В 1916 году им предстоит расстаться — они встретятся снова уже после войны, и почти четверть века художник-график Николай Алексеевич Яньшинов будет иллюстрировать почти все статьи и монографии самого Ефремова, а также Ю. А. Орлова, К. К. Флёрова и других специалистов по ископаемым позвоночным.
На память о жизни в Вырице сохранится фотография. На деревянном кресле с резными ручками сидит молодая красивая женщина в тёмном платье, на груди и по подолу отделанном широкими чёрными кружевами, с искусственным цветком на поясе.
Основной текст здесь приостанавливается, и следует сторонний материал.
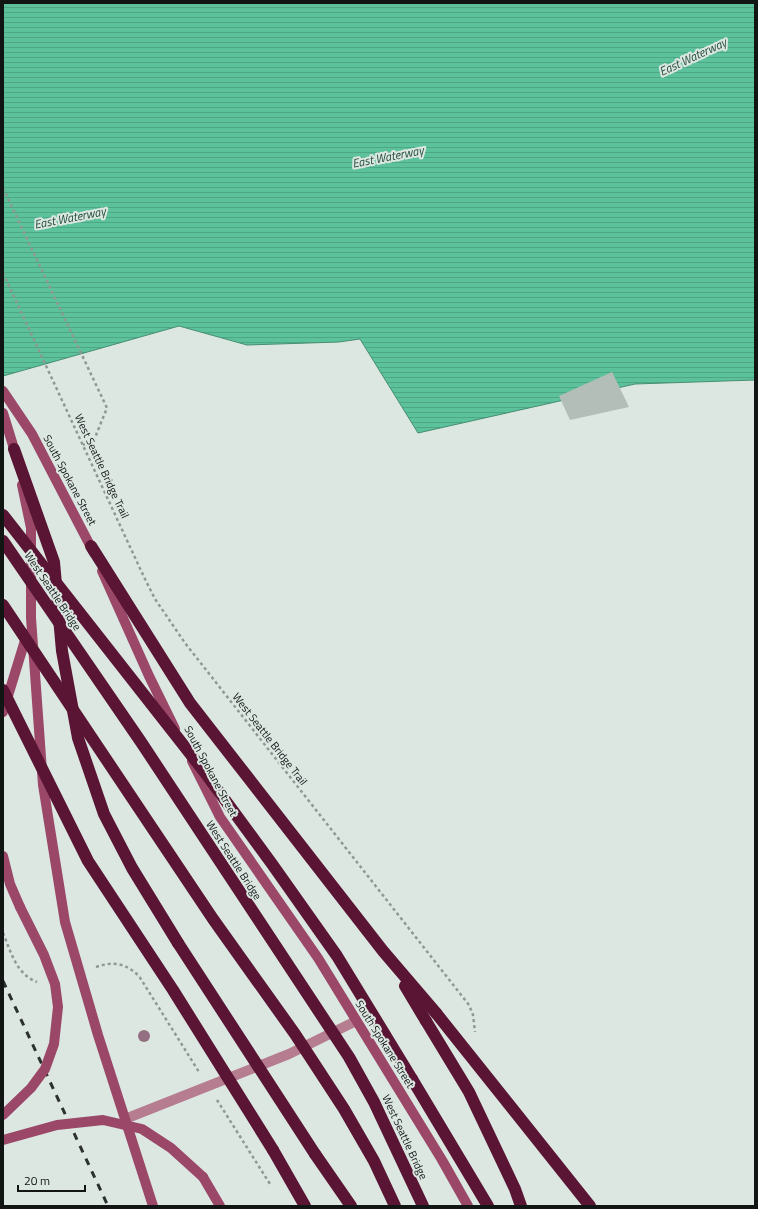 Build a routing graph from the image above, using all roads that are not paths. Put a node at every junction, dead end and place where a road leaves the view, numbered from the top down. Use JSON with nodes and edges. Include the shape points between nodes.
{"nodes":[{"id":1,"x":3,"y":391,"type":"edge"},
{"id":2,"x":3,"y":413,"type":"edge"},
{"id":3,"x":14,"y":449,"type":"junction"},
{"id":4,"x":3,"y":515,"type":"edge"},
{"id":5,"x":3,"y":540,"type":"edge"},
{"id":6,"x":91,"y":546,"type":"junction"},
{"id":7,"x":3,"y":605,"type":"edge"},
{"id":8,"x":31,"y":618,"type":"junction"},
{"id":9,"x":3,"y":690,"type":"edge"},
{"id":10,"x":3,"y":712,"type":"edge"},
{"id":11,"x":3,"y":856,"type":"edge"},
{"id":12,"x":431,"y":1017,"type":"junction"},
{"id":13,"x":356,"y":1021,"type":"junction"},
{"id":14,"x":3,"y":1115,"type":"edge"},
{"id":15,"x":125,"y":1119,"type":"junction"},
{"id":16,"x":3,"y":1140,"type":"edge"},
{"id":17,"x":315,"y":1154,"type":"junction"},
{"id":18,"x":153,"y":1206,"type":"edge"},
{"id":19,"x":220,"y":1206,"type":"edge"},
{"id":20,"x":305,"y":1206,"type":"edge"},
{"id":21,"x":340,"y":1206,"type":"edge"},
{"id":22,"x":351,"y":1206,"type":"edge"},
{"id":23,"x":395,"y":1206,"type":"edge"},
{"id":24,"x":423,"y":1206,"type":"edge"},
{"id":25,"x":468,"y":1206,"type":"edge"},
{"id":26,"x":488,"y":1206,"type":"edge"},
{"id":27,"x":521,"y":1206,"type":"edge"},
{"id":28,"x":590,"y":1206,"type":"edge"}],
"edges":[{"from":1,"to":6,"type":"main road","name":"South Spokane Street","via":[[32,434]]},
{"from":2,"to":3,"type":"main road"},
{"from":3,"to":8,"type":"main road","via":[[31,528]]},
{"from":3,"to":17,"type":"highway","bridge":true,"via":[[54,562],[62,651],[78,738],[104,814],[132,868],[178,943]]},
{"from":4,"to":26,"type":"highway","bridge":true,"via":[[204,770],[333,950]]},
{"from":5,"to":24,"type":"highway","name":"West Seattle Bridge","bridge":true,"via":[[141,742],[349,1057],[374,1102]]},
{"from":6,"to":12,"type":"highway","via":[[190,702]]},
{"from":6,"to":13,"type":"main road","name":"South Spokane Street","via":[[149,676],[220,817],[318,958]]},
{"from":7,"to":23,"type":"highway","bridge":true,"via":[[213,919],[336,1096],[374,1161]]},
{"from":8,"to":10,"type":"main road"},
{"from":8,"to":15,"type":"main road","via":[[43,785],[65,922]]},
{"from":9,"to":20,"type":"highway","bridge":true,"via":[[88,861],[177,997]]},
{"from":11,"to":14,"type":"main road","bridge":true,"via":[[10,884],[55,984],[58,1007],[54,1044],[45,1069],[31,1088]]},
{"from":12,"to":27,"type":"highway","bridge":true,"via":[[469,1092]]},
{"from":12,"to":28,"type":"highway","bridge":true},
{"from":13,"to":15,"type":"street","via":[[289,1054]]},
{"from":13,"to":25,"type":"main road","name":"South Spokane Street"},
{"from":15,"to":18,"type":"main road"},
{"from":16,"to":19,"type":"main road","bridge":true,"via":[[57,1125],[103,1120],[142,1129],[171,1148],[203,1177]]},
{"from":17,"to":21,"type":"highway"},
{"from":17,"to":22,"type":"highway"}]}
Волосы её, пышно зачёсанные вверх по моде того времени, собраны в пучок, в ушах блестят серьги, на шее — жемчужное ожерелье. Левой рукой с кольцом на указательном пальце она обнимает мальчика полутора-двух лет, сидящего у неё на руках и одетого в светлое платье с широким бантом у воротника — так обычно одевали мальчиков в те годы в состоятельных семьях. Пухлые щёчки, светлые волосики, растопыренные пальчики маленькой ручки.
Справа стоит девочка в светлом полосатом платье с двумя рядами пуговиц, с кружевным воротником, длинными рукавами и поясом, который спущен чуть ниже талии. Серьёзный взгляд красивых маминых глаз, строгое лицо — Надя понимает важность момента, хотя она старше младшего брата Васи только на два года.
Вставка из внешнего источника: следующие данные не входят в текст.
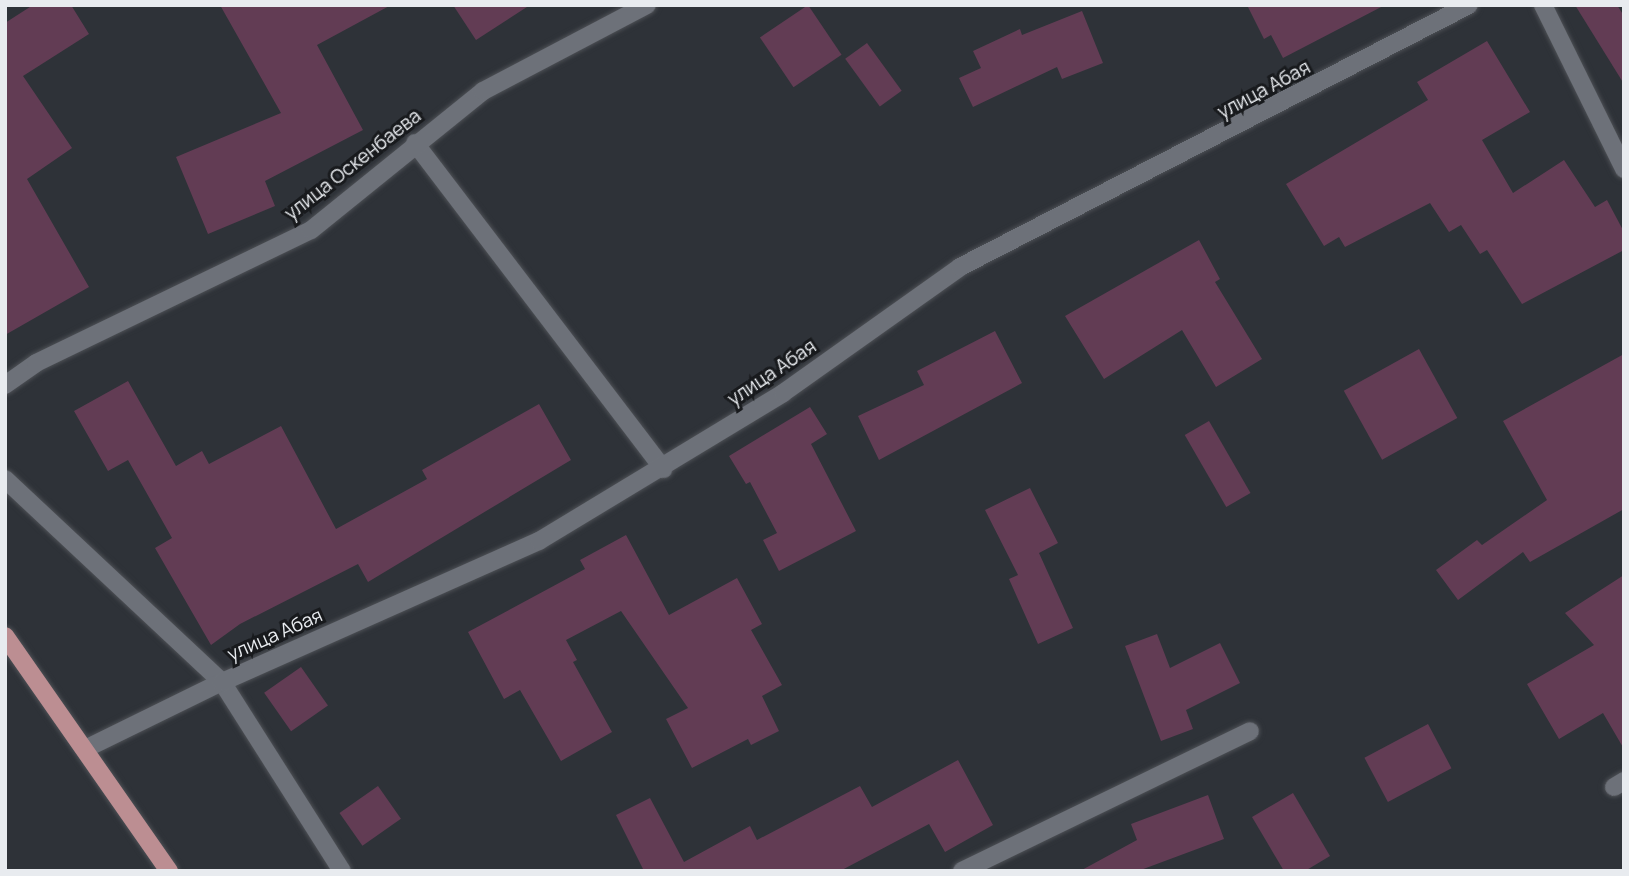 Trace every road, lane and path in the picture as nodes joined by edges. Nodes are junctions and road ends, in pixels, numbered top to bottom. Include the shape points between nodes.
1 (646, 5) edge
2 (1469, 5) edge
3 (1543, 5) edge
4 (415, 143) junction
5 (1624, 169) edge
6 (5, 385) edge
7 (663, 468) junction
8 (5, 479) edge
9 (5, 636) edge
10 (222, 682) junction
11 (1250, 731) dead end
12 (85, 749) junction
13 (169, 871) edge
14 (342, 871) edge
15 (962, 871) edge

1 - 4 street, улица Оскенбаева via 483,91
2 - 7 street, улица Абая via 960,267 783,393
3 - 5 street
4 - 6 street, улица Оскенбаева via 311,230 36,363
4 - 7 street
7 - 10 street, улица Абая via 539,541
8 - 10 street
9 - 12 main road
10 - 12 street, улица Абая
10 - 14 street
11 - 15 street
12 - 13 main road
Встав на невидимую зрителю табуретку, обнимает маму за плечи белоголовый мальчик в матросском костюмчике с широким отложным воротником — широко раскрытые глаза Вани смотрят прямо, глаза, полные живости и любознательности.
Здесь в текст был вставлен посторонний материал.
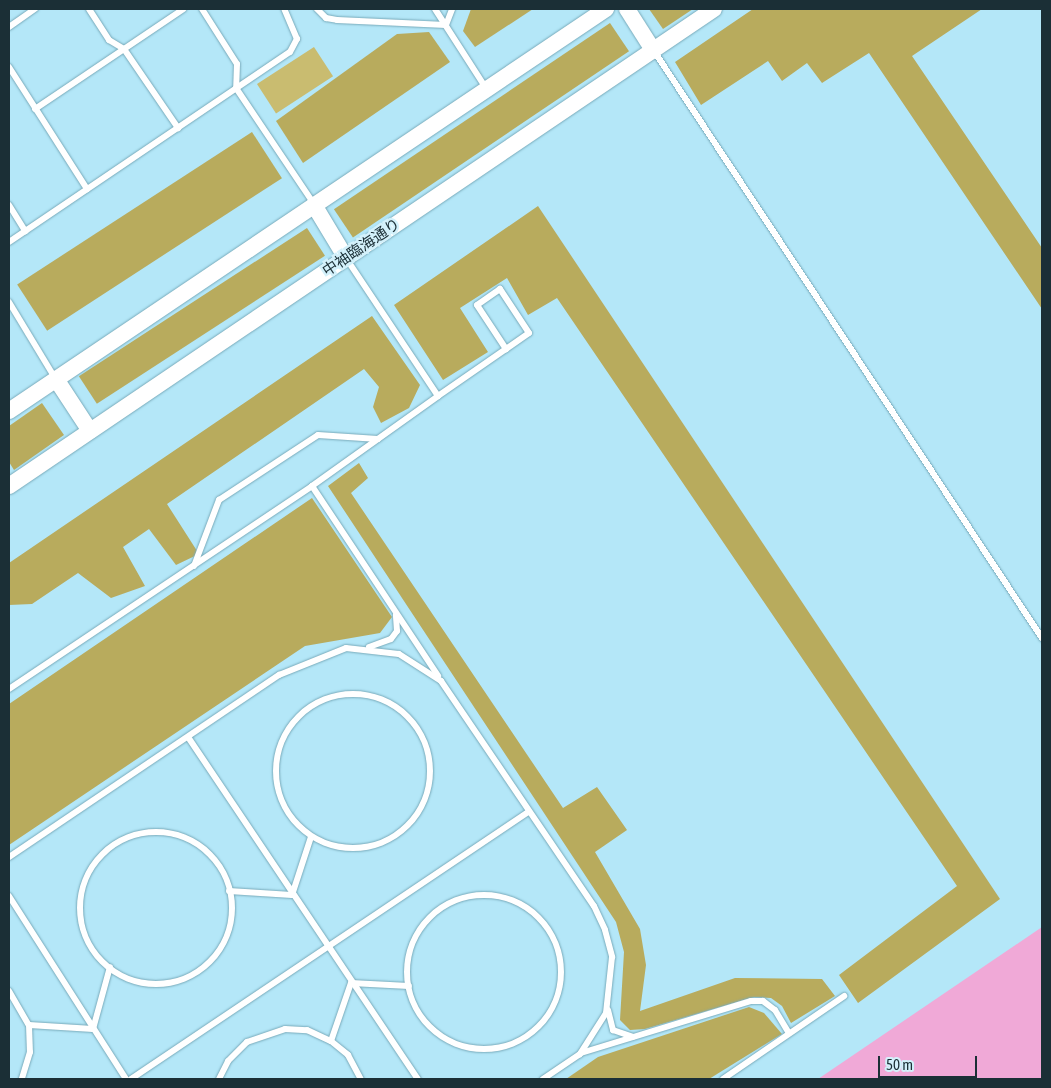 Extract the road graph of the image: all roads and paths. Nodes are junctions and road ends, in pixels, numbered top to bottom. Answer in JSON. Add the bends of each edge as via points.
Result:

Лицо матери излучает гордость: это мои дети, посмотрите, как они хороши! Запомните и меня такой — молодой и красивой!
Вольный ветер Бердянска
Горячий сухой ветер пахнул в лицо пряным запахом степных трав.
— Только не ходи в порт!
Ваня услышал, как мама ещё раз повторила эту фразу, и что есть духу помчался по улице туда, где едва покачивались стройные мачты с подобранными парусами.
Они приехали в Бердянск летом 1914 года — и надолго. Брату Васе нужно было лечение, и доктор посоветовал грязи Бердянска. Да и климат здесь здоровый.
Отец снял небольшой дом в нижней части города, помог Варваре Александровне устроиться, нанять прислугу — и уехал. Он не мог надолго оставить свой завод в Вырице, но пообещал вернуться к концу лета, чтобы определить детей учиться.
После отъезда Антипа Харитоновича мать и дети вздохнули свободнее. Не нужно было подчиняться строгому распорядку, можно наконец оглядеться и вдохнуть ветер новой земли.